═════ Information supplied ═════

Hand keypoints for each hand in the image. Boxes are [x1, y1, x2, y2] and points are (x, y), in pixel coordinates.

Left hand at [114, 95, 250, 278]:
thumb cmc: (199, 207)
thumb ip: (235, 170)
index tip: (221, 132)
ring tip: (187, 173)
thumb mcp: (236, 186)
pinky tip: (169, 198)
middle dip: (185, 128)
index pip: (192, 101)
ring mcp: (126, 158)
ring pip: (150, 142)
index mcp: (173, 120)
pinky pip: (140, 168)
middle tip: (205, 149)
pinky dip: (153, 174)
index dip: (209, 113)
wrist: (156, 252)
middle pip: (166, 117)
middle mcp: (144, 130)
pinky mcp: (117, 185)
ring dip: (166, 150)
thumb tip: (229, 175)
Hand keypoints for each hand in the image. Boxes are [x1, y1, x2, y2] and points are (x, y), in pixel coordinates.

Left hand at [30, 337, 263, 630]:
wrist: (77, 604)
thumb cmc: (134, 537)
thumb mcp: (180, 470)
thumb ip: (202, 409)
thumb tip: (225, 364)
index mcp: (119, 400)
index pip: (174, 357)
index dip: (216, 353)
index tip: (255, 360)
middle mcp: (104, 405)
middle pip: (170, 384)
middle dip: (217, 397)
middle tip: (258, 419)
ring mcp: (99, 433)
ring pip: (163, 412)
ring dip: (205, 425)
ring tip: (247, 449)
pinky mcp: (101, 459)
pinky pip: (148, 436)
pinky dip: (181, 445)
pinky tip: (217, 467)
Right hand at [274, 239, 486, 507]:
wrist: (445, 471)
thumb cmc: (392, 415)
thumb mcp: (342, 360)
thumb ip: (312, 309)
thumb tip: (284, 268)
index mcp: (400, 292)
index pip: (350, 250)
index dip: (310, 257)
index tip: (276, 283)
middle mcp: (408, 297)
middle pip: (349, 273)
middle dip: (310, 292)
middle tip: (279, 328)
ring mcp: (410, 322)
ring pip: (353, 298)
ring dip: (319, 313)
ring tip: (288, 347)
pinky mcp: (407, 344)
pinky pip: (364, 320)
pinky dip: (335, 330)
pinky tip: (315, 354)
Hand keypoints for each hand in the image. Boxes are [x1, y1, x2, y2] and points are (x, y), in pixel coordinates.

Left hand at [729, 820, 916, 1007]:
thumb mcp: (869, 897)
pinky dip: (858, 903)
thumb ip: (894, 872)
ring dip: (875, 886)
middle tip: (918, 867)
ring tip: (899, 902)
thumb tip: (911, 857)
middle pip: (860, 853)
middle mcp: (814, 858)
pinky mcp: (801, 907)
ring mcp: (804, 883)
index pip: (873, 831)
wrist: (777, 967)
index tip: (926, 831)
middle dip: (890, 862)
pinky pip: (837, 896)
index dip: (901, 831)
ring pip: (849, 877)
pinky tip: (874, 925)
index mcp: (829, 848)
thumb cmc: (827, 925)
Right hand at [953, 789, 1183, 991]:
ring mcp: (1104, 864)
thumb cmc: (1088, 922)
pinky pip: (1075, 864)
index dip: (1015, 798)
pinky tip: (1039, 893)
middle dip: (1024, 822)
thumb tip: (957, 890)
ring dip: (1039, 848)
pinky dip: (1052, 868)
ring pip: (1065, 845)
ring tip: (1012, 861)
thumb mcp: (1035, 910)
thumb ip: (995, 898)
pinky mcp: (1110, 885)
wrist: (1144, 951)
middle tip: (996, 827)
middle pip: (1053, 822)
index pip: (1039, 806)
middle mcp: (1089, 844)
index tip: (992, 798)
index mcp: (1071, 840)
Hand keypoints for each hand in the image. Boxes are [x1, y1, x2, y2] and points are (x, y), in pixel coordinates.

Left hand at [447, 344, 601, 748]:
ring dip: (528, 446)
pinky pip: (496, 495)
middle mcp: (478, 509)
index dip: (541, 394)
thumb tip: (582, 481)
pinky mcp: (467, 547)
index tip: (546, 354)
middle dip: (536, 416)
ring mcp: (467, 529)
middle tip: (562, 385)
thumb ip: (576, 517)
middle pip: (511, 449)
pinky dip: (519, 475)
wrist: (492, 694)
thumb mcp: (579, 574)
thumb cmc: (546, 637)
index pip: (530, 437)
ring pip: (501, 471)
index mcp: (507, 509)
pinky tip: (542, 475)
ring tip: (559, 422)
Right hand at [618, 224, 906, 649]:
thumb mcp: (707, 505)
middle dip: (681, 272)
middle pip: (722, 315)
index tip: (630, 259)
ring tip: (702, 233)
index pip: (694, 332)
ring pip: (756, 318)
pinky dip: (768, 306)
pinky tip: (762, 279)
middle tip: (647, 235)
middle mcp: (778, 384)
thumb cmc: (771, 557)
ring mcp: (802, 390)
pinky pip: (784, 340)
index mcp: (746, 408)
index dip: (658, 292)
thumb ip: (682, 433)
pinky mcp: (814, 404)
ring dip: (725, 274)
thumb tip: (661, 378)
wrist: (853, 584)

═════

▸ **Problem details**
Copy the lines of the data above exactly as written, beginning with the line containing "middle pip: (170, 384)" and ending with the line containing "middle pip: (349, 273)", and leave out all other lines.

▸ **Expected answer**
middle pip: (170, 384)
middle dip: (217, 397)
middle tip: (258, 419)
ring mcp: (99, 433)
ring pip: (163, 412)
ring dip: (205, 425)
ring tip: (247, 449)
pinky mcp: (101, 459)
pinky pip: (148, 436)
pinky dip: (181, 445)
pinky tip: (217, 467)
Right hand at [274, 239, 486, 507]:
wrist: (445, 471)
thumb cmc: (392, 415)
thumb mcp: (342, 360)
thumb ip: (312, 309)
thumb tip: (284, 268)
index mcp: (400, 292)
index pip: (350, 250)
index dip: (310, 257)
index tip: (276, 283)
middle mcp: (408, 297)
middle pip: (349, 273)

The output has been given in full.